[THE DATA — start]

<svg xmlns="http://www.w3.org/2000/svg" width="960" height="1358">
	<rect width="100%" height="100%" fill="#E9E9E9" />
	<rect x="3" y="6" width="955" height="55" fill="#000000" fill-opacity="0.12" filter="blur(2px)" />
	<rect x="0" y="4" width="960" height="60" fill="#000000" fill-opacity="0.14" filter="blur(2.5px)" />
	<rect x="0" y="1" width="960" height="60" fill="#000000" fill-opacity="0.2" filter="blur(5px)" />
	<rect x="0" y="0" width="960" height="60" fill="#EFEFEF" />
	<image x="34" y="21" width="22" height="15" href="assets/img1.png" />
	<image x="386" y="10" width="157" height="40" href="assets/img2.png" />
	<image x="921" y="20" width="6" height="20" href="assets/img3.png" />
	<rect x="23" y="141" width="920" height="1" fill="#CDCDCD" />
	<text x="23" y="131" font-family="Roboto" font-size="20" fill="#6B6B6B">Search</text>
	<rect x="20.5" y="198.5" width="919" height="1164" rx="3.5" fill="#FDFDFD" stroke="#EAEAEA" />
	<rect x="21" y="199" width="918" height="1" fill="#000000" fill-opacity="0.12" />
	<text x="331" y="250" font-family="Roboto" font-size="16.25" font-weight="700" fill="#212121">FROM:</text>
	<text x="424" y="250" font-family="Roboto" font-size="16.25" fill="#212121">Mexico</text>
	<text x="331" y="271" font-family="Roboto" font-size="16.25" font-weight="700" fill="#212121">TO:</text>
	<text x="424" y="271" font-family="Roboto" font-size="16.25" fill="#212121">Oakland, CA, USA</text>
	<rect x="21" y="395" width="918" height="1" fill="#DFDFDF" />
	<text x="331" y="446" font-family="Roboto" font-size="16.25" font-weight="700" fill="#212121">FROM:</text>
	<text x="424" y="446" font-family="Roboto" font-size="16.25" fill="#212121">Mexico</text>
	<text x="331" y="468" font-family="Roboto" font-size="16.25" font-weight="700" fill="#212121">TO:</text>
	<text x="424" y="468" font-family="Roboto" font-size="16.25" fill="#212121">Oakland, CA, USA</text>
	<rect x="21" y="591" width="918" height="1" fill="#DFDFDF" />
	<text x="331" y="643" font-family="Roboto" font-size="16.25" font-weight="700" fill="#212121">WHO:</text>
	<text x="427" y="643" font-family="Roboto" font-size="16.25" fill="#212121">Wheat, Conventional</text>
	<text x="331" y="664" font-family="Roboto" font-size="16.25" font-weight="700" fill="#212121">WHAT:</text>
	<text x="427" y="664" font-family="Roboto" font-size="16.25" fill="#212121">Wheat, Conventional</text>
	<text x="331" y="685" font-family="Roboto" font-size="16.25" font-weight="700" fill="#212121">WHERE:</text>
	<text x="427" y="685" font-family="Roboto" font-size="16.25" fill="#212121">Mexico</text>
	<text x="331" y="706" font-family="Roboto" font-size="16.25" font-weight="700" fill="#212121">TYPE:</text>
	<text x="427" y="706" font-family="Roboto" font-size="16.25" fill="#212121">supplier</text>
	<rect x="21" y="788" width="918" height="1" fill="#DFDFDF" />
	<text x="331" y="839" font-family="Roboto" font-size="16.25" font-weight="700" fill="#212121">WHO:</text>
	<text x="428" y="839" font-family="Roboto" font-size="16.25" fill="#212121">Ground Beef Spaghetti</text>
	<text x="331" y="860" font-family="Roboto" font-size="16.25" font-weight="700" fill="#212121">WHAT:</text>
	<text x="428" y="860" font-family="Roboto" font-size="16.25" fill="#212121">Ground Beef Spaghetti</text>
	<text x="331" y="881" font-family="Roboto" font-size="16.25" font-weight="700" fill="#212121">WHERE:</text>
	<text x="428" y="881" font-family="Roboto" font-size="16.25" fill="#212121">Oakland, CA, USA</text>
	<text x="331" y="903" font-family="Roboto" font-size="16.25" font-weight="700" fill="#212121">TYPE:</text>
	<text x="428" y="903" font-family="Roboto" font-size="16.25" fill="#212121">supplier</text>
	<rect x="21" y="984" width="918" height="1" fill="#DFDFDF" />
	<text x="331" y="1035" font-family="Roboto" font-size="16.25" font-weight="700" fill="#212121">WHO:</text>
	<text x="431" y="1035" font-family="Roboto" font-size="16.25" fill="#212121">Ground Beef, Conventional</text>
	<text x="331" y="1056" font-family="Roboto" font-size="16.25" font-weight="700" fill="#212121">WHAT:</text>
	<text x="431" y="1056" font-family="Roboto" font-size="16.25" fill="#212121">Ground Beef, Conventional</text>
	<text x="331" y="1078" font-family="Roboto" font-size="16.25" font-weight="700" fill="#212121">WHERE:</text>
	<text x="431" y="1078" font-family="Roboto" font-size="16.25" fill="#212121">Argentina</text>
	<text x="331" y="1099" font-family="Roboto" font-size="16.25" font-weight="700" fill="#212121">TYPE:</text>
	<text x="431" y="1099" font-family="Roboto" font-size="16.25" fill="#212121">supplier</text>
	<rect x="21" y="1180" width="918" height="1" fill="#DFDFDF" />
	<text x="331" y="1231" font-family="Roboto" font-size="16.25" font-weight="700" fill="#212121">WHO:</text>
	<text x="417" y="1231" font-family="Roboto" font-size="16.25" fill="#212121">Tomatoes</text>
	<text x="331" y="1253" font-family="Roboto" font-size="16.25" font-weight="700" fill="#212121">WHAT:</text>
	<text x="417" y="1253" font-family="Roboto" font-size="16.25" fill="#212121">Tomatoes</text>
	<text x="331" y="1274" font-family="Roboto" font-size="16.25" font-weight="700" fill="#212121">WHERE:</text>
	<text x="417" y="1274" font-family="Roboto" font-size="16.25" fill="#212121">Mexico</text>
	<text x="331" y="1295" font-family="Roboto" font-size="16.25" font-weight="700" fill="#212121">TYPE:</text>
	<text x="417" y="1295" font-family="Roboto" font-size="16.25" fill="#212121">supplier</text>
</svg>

[THE DATA — finish]

"WHAT" is the string to look for; please copy every line of the records above where it appears.

	<text x="331" y="664" font-family="Roboto" font-size="16.25" font-weight="700" fill="#212121">WHAT:</text>
	<text x="331" y="860" font-family="Roboto" font-size="16.25" font-weight="700" fill="#212121">WHAT:</text>
	<text x="331" y="1056" font-family="Roboto" font-size="16.25" font-weight="700" fill="#212121">WHAT:</text>
	<text x="331" y="1253" font-family="Roboto" font-size="16.25" font-weight="700" fill="#212121">WHAT:</text>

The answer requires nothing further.